# **Difference array**

Difference arrays are not super common, but it's good to have them under your belt because it would be difficult to derive the idea on the spot in an interview.

Difference arrays are used when you have a problem involving intervals of events. You can think of the events all occuring along a number line. This number line can represent time or position. Events happen on this number line, with a starting and ending point.

The input will either provide a 2D array, where each inner array is in the format [left, right, value], or some equivalent form. The story behind the problem will usually be something along the lines of "between left and right, there is value of something". Let's look at some examples.


Example 1: 1094. Car Pooling

A car has room for capacity passengers, and is given an array trips. Each trip is represented by [numPassengers, from, to], which indicates that at from, it picks up numPassengers, then drops them off at to. Can it complete all the trips without holding more passengers than capacity at any time?

In this problem, the number line is a road. Each trip is an event and appears on the number line at location from and leaves the number line at location to.
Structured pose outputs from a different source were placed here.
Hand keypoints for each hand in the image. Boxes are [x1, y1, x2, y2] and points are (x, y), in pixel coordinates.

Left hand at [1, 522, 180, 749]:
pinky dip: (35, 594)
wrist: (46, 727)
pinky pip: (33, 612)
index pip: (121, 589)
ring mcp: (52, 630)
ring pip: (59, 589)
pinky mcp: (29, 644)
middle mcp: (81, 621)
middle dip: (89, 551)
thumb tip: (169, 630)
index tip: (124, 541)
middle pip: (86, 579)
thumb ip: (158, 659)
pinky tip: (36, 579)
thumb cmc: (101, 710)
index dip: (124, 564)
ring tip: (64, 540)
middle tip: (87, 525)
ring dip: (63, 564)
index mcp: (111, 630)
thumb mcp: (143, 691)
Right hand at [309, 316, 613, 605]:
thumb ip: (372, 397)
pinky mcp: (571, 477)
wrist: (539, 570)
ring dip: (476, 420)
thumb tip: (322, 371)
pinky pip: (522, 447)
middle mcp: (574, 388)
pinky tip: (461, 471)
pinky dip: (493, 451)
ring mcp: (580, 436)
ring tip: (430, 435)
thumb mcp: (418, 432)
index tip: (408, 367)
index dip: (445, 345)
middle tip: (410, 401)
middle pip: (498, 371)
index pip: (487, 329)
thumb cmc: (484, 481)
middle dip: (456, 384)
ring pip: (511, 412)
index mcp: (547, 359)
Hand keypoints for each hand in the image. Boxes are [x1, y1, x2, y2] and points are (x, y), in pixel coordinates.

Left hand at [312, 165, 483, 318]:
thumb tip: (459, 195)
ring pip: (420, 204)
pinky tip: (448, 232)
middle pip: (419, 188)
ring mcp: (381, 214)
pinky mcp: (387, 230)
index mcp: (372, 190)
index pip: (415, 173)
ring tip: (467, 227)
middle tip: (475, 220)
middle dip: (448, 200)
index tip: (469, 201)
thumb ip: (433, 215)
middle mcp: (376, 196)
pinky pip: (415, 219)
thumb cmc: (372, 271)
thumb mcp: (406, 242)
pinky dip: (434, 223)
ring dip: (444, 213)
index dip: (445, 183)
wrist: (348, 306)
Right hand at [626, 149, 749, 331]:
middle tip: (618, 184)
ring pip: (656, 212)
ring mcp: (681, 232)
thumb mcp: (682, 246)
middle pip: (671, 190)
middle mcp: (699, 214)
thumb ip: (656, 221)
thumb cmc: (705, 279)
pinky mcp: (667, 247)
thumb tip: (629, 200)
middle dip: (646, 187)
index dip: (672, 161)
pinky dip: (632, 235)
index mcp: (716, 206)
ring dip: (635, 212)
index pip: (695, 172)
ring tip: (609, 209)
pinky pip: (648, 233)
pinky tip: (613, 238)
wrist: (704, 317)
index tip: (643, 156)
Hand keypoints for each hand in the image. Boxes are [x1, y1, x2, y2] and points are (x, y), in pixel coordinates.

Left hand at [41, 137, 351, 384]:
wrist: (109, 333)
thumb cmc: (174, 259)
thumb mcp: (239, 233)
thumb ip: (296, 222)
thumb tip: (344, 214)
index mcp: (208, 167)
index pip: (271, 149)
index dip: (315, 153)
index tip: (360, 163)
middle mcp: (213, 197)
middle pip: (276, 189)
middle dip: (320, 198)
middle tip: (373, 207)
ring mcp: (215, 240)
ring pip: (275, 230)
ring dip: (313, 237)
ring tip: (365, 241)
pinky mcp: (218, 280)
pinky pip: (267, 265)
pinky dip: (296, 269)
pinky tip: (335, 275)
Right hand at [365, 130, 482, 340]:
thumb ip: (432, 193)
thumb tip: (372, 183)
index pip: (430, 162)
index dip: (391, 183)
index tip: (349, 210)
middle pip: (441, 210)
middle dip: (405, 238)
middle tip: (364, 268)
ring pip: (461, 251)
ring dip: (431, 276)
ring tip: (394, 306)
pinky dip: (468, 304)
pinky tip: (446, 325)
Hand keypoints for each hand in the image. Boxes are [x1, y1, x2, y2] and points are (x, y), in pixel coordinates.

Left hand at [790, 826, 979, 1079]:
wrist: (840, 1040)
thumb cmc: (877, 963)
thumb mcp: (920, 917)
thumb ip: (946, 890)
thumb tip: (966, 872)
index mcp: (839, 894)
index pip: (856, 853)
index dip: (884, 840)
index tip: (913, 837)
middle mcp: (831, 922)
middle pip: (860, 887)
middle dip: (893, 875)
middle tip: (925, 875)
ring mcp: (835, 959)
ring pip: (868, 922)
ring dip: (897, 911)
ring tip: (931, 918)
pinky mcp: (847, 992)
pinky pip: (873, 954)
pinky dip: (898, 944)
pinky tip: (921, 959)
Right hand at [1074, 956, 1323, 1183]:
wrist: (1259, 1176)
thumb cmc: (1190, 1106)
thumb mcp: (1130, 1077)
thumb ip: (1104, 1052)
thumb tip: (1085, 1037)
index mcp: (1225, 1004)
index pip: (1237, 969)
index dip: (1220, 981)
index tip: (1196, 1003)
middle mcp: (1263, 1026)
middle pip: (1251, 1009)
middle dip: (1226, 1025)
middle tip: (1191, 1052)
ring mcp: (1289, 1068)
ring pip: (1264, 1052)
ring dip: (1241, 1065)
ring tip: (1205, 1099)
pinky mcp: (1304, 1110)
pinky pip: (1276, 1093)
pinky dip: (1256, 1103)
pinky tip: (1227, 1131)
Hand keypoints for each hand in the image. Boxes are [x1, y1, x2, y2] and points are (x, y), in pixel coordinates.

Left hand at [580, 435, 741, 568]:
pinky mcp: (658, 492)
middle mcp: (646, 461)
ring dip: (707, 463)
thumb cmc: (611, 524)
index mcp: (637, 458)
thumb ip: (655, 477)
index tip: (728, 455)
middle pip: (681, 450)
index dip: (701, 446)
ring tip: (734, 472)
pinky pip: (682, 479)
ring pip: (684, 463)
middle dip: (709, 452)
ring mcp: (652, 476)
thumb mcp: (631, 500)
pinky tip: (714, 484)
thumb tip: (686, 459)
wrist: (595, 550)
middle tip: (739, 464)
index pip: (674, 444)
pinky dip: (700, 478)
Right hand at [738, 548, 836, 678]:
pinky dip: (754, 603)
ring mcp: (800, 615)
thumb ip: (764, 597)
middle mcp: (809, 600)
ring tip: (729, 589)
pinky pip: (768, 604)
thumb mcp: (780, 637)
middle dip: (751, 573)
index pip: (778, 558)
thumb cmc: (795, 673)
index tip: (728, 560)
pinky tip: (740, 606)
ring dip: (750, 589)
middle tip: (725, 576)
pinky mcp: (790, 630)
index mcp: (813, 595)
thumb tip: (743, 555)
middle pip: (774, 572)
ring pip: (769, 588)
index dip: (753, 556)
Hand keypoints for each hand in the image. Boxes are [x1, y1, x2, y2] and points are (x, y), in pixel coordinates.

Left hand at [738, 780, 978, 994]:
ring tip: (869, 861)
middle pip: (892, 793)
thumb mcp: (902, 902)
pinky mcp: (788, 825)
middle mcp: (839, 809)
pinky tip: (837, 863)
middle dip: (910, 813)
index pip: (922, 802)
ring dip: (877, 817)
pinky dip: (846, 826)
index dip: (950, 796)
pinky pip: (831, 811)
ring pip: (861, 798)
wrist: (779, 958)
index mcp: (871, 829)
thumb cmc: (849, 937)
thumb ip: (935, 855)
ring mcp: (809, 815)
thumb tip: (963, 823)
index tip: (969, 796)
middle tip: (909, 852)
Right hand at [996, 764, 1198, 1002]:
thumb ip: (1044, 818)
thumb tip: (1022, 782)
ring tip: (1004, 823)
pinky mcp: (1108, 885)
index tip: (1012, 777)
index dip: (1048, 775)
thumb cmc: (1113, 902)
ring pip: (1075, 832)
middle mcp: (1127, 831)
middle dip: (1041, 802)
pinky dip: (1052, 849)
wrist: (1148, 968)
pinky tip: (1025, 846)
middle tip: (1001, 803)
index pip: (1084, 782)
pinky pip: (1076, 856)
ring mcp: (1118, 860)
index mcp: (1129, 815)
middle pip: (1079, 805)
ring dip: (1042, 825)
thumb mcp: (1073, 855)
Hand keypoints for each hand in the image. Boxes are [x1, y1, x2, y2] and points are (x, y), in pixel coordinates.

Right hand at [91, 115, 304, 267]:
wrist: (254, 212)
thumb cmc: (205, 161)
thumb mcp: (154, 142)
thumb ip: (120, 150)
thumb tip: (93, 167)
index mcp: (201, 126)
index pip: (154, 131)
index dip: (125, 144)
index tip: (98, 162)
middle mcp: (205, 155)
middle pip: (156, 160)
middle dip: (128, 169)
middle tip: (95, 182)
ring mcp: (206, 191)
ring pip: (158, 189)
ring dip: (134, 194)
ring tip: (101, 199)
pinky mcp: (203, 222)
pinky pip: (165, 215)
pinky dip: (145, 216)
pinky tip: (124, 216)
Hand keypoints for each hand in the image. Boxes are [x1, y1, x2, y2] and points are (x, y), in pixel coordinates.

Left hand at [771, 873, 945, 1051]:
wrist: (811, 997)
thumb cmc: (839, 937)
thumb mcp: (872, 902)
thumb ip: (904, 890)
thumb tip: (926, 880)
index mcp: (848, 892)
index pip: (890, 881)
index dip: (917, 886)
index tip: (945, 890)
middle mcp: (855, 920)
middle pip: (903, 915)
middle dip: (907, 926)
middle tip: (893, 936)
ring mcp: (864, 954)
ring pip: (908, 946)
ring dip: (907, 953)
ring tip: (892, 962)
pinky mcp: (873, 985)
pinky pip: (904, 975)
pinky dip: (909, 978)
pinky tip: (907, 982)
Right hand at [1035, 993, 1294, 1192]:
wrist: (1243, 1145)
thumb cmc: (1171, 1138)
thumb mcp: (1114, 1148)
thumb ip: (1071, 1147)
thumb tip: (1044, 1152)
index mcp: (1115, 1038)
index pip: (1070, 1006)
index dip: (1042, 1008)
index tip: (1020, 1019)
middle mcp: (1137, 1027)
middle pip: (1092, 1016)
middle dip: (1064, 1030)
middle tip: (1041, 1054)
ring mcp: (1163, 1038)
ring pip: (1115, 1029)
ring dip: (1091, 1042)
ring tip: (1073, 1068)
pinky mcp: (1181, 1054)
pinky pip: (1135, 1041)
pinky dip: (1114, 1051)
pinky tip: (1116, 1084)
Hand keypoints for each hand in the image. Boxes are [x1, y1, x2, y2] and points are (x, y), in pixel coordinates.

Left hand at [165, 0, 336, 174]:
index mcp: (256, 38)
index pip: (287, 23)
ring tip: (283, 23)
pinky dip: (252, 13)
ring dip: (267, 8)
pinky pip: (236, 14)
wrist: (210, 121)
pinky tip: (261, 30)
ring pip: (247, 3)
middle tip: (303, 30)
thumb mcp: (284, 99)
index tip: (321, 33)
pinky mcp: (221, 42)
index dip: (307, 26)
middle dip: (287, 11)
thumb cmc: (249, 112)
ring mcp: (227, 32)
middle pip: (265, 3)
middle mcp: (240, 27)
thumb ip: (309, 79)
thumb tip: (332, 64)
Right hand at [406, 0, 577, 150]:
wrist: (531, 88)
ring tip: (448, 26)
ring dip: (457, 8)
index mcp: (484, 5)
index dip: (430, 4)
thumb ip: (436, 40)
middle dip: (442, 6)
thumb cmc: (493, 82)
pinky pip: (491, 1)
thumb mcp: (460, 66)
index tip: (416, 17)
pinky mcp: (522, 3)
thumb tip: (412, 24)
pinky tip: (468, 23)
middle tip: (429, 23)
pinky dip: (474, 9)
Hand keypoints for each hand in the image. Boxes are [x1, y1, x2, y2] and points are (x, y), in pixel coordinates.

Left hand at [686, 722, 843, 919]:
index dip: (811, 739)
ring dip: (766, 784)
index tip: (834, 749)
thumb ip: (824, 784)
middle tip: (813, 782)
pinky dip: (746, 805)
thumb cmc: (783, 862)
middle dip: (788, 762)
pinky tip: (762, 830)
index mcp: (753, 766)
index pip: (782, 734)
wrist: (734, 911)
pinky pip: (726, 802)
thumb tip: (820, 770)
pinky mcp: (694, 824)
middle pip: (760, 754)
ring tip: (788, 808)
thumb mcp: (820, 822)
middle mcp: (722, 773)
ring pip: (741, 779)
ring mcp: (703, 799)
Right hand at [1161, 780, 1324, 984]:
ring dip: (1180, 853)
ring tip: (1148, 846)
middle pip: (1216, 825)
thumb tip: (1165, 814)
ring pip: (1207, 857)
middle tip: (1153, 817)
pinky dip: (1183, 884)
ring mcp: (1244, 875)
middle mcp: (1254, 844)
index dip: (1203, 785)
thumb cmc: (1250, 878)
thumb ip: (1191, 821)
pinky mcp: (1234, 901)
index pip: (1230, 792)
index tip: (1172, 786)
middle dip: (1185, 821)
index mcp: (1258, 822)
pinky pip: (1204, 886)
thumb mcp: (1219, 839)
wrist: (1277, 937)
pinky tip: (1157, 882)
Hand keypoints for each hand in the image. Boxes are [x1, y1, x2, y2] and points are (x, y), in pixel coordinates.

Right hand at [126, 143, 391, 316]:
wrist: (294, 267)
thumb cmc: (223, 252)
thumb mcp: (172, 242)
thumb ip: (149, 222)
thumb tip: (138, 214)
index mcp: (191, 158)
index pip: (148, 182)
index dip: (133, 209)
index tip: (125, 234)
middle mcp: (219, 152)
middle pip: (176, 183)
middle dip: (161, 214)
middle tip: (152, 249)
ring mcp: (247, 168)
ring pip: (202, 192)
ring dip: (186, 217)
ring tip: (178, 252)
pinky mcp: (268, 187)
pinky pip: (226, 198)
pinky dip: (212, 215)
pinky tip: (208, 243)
During the event, numPassengers occupy the car. Regarding the input format we mentioned above, we have from as left, to as right, and numPassengers as value.

What we can do is build the number line with an array. First, we need to find the maximum value of to, let's call it farthest. Then, we can initialize the road as an array arr with length farthest + 1.

Now, for each event, we know that numPassengers enter the car at location from. So we can perform arr[from] += numPassengers. At location to, numPassengers will leave the car, so we can perform arr[to] -= numPassengers.

After processing all events, the values of arr will indicate the change in passengers at each position. Now, we can just do a simple prefix sum on the road and check if at any point the number of passengers (the prefix sum) exceeds capacity.

In [None]:
def carPooling(trips, capacity):
    arr = [0] * (max(trip[2] for trip in trips)+1)
    for (value, left, right) in trips:
        arr[left] += value
        arr[right] -= value
    cur = 0
    for i in range(len(arr)):
        curr += arr[i]
        if curr > capacity:
            return False
    return True

We said above that the input format should be [left, right, value], or an equivalent form. What is meant by equivalent form?

Example 2: You are on a street with street lights, represented by an array lights. Each light is given as [position, radius], which means that the light is located at position, and shines to the left and right at a distance of radius. Let's say the brightest spot on the street is the spot where the most lights are shining. Return any such position.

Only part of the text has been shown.